◆ EXERCISE DETAILS
Of the entries below, return only those lines from the line with "thumb mcp: (553, 450)" to the line with "index mcp: (662, 403)", exactly, both included.

Skeletal landmark data:
------------------------------------------------------------------------

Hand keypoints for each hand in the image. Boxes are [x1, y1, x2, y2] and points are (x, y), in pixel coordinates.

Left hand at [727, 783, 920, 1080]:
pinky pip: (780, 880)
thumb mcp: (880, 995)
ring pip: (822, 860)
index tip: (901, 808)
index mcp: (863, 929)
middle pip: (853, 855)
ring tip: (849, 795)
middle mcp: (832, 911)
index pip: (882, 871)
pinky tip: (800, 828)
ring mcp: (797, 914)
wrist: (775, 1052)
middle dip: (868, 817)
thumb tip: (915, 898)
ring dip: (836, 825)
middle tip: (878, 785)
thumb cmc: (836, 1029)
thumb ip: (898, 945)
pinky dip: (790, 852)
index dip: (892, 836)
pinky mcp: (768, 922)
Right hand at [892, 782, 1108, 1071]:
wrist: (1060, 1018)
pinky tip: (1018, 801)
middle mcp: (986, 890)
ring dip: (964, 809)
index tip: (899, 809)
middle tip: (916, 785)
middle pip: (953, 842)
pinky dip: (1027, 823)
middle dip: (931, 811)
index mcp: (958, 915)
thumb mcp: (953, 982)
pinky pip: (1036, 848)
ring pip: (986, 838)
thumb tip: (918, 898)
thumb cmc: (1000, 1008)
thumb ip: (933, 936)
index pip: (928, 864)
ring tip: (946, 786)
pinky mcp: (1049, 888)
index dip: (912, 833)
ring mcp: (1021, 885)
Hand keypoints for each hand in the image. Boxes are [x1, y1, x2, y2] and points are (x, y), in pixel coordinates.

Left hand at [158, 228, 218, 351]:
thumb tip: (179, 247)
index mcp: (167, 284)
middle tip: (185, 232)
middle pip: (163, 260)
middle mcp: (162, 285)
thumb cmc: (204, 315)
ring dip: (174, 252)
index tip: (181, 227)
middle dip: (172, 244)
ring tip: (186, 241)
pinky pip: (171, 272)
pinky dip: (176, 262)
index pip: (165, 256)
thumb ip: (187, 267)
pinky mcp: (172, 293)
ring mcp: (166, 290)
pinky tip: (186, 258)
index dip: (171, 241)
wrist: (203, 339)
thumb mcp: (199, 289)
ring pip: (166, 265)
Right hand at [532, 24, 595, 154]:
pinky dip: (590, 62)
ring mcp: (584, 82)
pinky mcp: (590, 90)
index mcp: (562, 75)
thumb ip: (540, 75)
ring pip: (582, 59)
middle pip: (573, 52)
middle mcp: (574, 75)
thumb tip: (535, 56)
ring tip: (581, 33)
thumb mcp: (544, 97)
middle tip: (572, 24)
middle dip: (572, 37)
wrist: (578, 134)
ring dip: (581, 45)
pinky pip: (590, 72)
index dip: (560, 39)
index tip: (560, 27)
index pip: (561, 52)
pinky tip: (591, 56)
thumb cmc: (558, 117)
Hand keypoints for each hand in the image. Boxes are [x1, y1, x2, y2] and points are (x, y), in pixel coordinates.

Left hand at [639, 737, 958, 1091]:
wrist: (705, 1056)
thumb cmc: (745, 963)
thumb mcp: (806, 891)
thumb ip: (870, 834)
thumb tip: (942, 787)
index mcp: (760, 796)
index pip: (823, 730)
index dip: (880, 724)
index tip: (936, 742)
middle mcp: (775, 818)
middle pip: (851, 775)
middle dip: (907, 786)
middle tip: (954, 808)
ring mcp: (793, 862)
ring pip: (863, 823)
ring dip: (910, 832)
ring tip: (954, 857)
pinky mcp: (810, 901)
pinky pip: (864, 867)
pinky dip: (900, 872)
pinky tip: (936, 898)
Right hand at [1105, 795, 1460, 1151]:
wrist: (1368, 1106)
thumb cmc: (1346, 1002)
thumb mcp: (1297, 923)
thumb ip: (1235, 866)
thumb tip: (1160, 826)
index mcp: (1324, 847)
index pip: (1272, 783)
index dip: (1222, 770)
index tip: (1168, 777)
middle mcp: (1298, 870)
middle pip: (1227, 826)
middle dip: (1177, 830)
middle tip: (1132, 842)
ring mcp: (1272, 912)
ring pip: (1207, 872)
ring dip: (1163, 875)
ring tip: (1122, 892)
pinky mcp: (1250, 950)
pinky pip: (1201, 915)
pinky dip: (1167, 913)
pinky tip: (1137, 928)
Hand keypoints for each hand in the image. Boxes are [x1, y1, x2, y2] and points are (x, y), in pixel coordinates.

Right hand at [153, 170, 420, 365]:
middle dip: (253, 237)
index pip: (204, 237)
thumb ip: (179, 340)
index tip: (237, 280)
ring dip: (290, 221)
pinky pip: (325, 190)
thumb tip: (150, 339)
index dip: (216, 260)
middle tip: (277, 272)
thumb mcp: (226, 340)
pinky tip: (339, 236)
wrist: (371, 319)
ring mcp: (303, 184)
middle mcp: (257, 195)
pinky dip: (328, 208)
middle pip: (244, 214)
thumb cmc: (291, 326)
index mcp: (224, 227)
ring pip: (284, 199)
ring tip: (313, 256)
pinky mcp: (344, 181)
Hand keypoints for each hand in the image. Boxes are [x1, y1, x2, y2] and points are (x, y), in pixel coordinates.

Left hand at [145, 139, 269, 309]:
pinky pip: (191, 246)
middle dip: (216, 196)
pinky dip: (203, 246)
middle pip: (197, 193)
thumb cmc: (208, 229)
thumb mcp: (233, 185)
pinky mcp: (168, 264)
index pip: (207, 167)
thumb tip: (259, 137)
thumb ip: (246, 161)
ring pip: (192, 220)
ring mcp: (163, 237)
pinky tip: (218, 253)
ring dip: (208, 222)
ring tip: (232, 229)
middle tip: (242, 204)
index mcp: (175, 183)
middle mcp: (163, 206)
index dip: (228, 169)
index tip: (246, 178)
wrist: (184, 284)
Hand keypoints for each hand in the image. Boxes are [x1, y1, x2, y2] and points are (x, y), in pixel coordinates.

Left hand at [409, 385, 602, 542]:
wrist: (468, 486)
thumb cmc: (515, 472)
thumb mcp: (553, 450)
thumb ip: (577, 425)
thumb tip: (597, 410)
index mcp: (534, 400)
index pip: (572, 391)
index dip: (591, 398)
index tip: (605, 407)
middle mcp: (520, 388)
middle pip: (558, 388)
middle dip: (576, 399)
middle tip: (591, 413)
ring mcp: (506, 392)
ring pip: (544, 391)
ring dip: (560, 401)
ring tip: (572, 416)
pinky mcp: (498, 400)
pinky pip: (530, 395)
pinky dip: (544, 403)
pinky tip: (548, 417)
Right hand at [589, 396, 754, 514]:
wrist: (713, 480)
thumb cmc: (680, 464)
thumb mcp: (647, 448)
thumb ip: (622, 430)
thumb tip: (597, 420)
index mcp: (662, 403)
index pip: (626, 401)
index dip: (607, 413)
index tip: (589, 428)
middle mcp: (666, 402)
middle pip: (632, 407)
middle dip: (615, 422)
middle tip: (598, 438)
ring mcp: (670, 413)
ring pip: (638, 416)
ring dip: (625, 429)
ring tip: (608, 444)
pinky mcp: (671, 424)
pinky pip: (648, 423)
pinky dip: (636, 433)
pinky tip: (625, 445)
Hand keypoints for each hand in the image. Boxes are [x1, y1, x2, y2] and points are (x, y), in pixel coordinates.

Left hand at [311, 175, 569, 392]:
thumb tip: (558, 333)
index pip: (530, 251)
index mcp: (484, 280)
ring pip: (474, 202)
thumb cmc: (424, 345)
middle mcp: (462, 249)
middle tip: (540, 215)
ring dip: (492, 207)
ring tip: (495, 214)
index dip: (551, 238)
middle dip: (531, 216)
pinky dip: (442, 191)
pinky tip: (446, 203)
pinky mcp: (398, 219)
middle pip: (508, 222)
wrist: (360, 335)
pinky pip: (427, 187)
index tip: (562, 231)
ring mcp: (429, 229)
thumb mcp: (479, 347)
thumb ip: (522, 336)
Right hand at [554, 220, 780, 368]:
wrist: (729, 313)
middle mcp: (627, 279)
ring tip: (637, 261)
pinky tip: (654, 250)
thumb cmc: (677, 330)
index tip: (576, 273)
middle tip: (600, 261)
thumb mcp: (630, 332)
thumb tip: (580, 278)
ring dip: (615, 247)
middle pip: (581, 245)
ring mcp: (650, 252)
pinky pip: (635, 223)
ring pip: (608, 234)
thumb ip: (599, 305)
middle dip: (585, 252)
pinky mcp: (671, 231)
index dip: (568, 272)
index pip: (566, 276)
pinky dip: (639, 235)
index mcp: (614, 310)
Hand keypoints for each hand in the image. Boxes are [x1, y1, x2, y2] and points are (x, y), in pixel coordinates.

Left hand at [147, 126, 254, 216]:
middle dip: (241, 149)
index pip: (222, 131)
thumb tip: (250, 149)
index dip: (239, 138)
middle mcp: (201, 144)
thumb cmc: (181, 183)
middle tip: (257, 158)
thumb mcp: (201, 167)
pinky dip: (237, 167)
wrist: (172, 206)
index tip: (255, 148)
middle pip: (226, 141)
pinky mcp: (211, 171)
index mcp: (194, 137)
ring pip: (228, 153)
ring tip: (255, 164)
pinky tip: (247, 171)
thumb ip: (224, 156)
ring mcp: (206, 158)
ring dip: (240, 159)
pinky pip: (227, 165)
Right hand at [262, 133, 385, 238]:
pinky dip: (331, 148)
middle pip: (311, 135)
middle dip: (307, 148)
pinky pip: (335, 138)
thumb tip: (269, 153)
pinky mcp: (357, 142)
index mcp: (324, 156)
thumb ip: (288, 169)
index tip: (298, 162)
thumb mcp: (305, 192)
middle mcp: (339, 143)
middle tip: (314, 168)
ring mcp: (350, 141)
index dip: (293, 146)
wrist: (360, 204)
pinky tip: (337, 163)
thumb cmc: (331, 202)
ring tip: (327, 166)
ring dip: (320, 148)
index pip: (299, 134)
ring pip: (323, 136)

------------------------------------------------------------------------

◆ YOUR RESPONSE
thumb mcp: (553, 450)
thumb ip: (577, 425)
thumb tip: (597, 410)
index mcp: (534, 400)
index pip: (572, 391)
index dip: (591, 398)
index tip: (605, 407)
middle mcp: (520, 388)
middle pip: (558, 388)
middle dip: (576, 399)
middle tip: (591, 413)
ring mcp: (506, 392)
ring pip: (544, 391)
ring dip: (560, 401)
ring tip: (572, 416)
pinky mcp: (498, 400)
pinky pip: (530, 395)
pinky dip: (544, 403)
pinky tip: (548, 417)
Right hand at [589, 396, 754, 514]:
wrist: (713, 480)
thumb cmc: (680, 464)
thumb mcp: (647, 448)
thumb ip: (622, 430)
thumb tip: (597, 420)
index mcp: (662, 403)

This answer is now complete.